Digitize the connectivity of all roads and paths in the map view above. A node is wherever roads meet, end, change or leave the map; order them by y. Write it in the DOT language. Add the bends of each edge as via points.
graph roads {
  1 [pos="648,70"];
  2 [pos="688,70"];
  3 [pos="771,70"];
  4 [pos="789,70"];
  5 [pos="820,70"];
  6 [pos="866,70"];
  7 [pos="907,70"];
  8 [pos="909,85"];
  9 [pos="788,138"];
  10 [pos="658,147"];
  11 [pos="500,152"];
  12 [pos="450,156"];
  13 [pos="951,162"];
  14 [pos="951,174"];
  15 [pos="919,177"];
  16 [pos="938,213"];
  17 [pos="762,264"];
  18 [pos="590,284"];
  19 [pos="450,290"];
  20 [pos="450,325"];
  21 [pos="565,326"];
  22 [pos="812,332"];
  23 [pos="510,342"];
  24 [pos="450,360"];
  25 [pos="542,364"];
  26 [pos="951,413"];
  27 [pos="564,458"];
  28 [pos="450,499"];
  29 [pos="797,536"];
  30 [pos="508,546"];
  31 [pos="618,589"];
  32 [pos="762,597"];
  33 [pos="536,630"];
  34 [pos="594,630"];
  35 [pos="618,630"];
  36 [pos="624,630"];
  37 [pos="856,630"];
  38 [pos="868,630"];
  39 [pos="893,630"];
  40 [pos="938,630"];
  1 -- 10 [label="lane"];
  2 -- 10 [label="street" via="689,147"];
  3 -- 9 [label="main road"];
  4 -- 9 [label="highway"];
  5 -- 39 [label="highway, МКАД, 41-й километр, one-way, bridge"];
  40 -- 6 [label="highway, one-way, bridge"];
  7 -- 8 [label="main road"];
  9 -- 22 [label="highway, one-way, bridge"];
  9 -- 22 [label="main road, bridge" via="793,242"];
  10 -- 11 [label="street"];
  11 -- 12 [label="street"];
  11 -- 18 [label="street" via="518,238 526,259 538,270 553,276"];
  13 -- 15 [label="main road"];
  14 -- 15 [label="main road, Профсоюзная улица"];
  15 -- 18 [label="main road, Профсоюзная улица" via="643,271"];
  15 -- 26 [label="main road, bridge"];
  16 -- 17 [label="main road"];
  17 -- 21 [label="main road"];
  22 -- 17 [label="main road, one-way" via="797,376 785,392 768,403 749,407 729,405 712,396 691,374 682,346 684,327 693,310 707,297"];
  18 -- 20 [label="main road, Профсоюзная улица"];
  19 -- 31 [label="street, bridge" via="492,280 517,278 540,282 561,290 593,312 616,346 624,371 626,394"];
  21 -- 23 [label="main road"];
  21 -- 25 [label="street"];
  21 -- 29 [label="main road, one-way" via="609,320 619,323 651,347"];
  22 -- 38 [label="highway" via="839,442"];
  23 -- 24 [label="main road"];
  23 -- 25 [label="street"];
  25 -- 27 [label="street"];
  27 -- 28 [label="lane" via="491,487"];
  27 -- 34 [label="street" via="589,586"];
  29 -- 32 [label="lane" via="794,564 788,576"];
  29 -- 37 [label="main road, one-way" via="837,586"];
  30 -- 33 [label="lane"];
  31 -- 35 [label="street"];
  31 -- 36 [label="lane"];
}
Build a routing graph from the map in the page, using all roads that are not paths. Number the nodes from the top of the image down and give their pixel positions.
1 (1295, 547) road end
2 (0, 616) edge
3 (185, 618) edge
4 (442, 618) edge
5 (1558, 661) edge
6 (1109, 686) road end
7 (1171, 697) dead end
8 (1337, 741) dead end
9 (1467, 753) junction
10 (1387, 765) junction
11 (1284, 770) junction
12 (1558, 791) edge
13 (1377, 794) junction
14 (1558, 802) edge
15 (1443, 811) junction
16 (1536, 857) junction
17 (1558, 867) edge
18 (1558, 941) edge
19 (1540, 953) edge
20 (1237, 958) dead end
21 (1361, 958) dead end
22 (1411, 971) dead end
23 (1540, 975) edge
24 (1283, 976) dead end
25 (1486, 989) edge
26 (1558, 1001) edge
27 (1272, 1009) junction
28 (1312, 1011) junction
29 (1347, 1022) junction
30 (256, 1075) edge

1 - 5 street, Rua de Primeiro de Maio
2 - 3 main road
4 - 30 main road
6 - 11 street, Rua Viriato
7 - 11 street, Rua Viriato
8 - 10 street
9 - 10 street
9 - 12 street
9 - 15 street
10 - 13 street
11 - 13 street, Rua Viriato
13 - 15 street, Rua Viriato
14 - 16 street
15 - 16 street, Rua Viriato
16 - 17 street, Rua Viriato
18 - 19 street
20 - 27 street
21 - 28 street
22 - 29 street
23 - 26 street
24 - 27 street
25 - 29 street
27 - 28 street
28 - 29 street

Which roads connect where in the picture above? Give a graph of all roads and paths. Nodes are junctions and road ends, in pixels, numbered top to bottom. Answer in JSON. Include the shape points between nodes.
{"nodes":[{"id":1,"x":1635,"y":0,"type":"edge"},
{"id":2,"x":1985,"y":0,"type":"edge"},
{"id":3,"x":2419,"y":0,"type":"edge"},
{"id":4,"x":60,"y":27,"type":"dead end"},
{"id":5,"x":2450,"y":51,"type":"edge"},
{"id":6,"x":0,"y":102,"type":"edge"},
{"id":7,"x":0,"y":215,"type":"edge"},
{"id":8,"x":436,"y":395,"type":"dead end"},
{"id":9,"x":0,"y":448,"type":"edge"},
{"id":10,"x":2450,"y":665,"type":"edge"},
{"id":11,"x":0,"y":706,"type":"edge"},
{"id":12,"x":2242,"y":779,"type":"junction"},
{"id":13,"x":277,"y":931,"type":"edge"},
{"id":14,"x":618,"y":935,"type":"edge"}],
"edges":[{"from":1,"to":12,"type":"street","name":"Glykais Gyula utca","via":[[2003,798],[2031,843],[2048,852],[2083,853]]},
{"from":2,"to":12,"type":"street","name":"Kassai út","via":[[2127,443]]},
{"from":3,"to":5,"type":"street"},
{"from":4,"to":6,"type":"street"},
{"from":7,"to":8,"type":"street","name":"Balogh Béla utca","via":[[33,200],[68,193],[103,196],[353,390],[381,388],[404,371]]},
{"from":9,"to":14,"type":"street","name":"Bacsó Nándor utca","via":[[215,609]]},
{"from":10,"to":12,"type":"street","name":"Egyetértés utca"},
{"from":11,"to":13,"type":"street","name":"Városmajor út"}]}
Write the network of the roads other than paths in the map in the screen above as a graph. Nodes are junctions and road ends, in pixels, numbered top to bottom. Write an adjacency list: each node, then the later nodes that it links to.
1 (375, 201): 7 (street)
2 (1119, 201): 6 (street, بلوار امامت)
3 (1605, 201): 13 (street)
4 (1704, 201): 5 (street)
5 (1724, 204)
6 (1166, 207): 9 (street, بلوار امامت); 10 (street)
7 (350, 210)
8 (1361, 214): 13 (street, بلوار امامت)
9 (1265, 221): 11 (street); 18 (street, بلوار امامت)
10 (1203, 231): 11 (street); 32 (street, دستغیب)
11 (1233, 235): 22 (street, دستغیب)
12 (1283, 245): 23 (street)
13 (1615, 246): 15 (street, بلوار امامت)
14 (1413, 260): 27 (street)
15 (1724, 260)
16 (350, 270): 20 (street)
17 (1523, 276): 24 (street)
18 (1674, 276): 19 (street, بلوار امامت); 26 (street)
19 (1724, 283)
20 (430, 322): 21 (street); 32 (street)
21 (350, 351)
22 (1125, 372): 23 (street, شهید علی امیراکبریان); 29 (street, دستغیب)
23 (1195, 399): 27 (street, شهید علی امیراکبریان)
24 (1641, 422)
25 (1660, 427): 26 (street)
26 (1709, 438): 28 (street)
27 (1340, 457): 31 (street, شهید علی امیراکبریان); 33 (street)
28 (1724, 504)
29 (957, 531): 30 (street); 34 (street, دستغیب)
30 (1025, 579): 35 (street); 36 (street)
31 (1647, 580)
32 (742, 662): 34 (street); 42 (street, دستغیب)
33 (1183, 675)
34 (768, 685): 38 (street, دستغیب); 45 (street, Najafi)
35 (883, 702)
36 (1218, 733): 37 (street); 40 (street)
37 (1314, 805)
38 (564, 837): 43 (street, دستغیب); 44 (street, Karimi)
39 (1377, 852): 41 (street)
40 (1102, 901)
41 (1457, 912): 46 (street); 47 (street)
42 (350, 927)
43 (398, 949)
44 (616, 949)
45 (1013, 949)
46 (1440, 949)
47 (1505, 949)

++++

Extract each line from the listing that holds the word "دستغیب".

10 (1203, 231): 11 (street); 32 (street, دستغیب)
11 (1233, 235): 22 (street, دستغیب)
22 (1125, 372): 23 (street, شهید علی امیراکبریان); 29 (street, دستغیب)
29 (957, 531): 30 (street); 34 (street, دستغیب)
32 (742, 662): 34 (street); 42 (street, دستغیب)
34 (768, 685): 38 (street, دستغیب); 45 (street, Najafi)
38 (564, 837): 43 (street, دستغیب); 44 (street, Karimi)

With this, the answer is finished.